**PROBLEM REQUIREMENTS:** The response should consist of every line below, unchanged.
[[ RECORDS FOR THE EXERCISE open ]]
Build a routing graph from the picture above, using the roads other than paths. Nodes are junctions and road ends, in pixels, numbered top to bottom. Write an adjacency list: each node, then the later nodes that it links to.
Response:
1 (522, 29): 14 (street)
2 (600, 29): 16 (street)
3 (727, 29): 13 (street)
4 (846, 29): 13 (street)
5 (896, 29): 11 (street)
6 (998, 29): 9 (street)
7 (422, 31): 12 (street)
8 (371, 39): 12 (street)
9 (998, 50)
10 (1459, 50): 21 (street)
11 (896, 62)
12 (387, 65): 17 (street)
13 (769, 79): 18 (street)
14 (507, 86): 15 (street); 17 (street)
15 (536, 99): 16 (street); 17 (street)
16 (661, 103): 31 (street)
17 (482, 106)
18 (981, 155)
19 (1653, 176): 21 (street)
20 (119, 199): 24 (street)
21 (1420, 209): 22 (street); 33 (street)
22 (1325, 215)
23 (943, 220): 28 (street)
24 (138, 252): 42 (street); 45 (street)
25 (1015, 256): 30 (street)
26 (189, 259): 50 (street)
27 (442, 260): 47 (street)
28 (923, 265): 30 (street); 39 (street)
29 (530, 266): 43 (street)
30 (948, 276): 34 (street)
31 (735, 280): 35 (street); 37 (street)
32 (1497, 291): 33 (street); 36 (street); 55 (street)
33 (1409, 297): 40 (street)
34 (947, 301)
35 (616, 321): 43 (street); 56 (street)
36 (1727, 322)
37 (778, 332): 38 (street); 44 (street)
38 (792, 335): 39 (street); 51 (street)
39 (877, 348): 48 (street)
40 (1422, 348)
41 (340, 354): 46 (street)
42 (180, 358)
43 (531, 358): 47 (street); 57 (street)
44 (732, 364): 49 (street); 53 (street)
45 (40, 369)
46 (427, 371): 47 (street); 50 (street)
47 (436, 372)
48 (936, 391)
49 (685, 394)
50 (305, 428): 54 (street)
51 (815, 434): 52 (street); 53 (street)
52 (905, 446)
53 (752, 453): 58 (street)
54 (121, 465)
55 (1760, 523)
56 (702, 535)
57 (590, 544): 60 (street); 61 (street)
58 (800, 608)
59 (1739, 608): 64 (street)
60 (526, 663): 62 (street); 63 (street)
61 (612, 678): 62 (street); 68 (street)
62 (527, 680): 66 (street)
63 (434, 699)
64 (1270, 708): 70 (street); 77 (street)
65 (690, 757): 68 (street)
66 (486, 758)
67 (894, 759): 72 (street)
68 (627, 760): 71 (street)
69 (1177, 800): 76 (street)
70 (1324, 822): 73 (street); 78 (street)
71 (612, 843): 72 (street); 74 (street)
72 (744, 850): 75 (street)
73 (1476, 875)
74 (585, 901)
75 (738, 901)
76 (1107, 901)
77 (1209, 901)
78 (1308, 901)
[[ RECORDS FOR THE EXERCISE closed ]]
**FINISHED TASK:**
Build a routing graph from the picture above, using the roads other than paths. Nodes are junctions and road ends, in pixels, numbered top to bottom. Write an adjacency list: each node, then the later nodes that it links to.
Response:
1 (522, 29): 14 (street)
2 (600, 29): 16 (street)
3 (727, 29): 13 (street)
4 (846, 29): 13 (street)
5 (896, 29): 11 (street)
6 (998, 29): 9 (street)
7 (422, 31): 12 (street)
8 (371, 39): 12 (street)
9 (998, 50)
10 (1459, 50): 21 (street)
11 (896, 62)
12 (387, 65): 17 (street)
13 (769, 79): 18 (street)
14 (507, 86): 15 (street); 17 (street)
15 (536, 99): 16 (street); 17 (street)
16 (661, 103): 31 (street)
17 (482, 106)
18 (981, 155)
19 (1653, 176): 21 (street)
20 (119, 199): 24 (street)
21 (1420, 209): 22 (street); 33 (street)
22 (1325, 215)
23 (943, 220): 28 (street)
24 (138, 252): 42 (street); 45 (street)
25 (1015, 256): 30 (street)
26 (189, 259): 50 (street)
27 (442, 260): 47 (street)
28 (923, 265): 30 (street); 39 (street)
29 (530, 266): 43 (street)
30 (948, 276): 34 (street)
31 (735, 280): 35 (street); 37 (street)
32 (1497, 291): 33 (street); 36 (street); 55 (street)
33 (1409, 297): 40 (street)
34 (947, 301)
35 (616, 321): 43 (street); 56 (street)
36 (1727, 322)
37 (778, 332): 38 (street); 44 (street)
38 (792, 335): 39 (street); 51 (street)
39 (877, 348): 48 (street)
40 (1422, 348)
41 (340, 354): 46 (street)
42 (180, 358)
43 (531, 358): 47 (street); 57 (street)
44 (732, 364): 49 (street); 53 (street)
45 (40, 369)
46 (427, 371): 47 (street); 50 (street)
47 (436, 372)
48 (936, 391)
49 (685, 394)
50 (305, 428): 54 (street)
51 (815, 434): 52 (street); 53 (street)
52 (905, 446)
53 (752, 453): 58 (street)
54 (121, 465)
55 (1760, 523)
56 (702, 535)
57 (590, 544): 60 (street); 61 (street)
58 (800, 608)
59 (1739, 608): 64 (street)
60 (526, 663): 62 (street); 63 (street)
61 (612, 678): 62 (street); 68 (street)
62 (527, 680): 66 (street)
63 (434, 699)
64 (1270, 708): 70 (street); 77 (street)
65 (690, 757): 68 (street)
66 (486, 758)
67 (894, 759): 72 (street)
68 (627, 760): 71 (street)
69 (1177, 800): 76 (street)
70 (1324, 822): 73 (street); 78 (street)
71 (612, 843): 72 (street); 74 (street)
72 (744, 850): 75 (street)
73 (1476, 875)
74 (585, 901)
75 (738, 901)
76 (1107, 901)
77 (1209, 901)
78 (1308, 901)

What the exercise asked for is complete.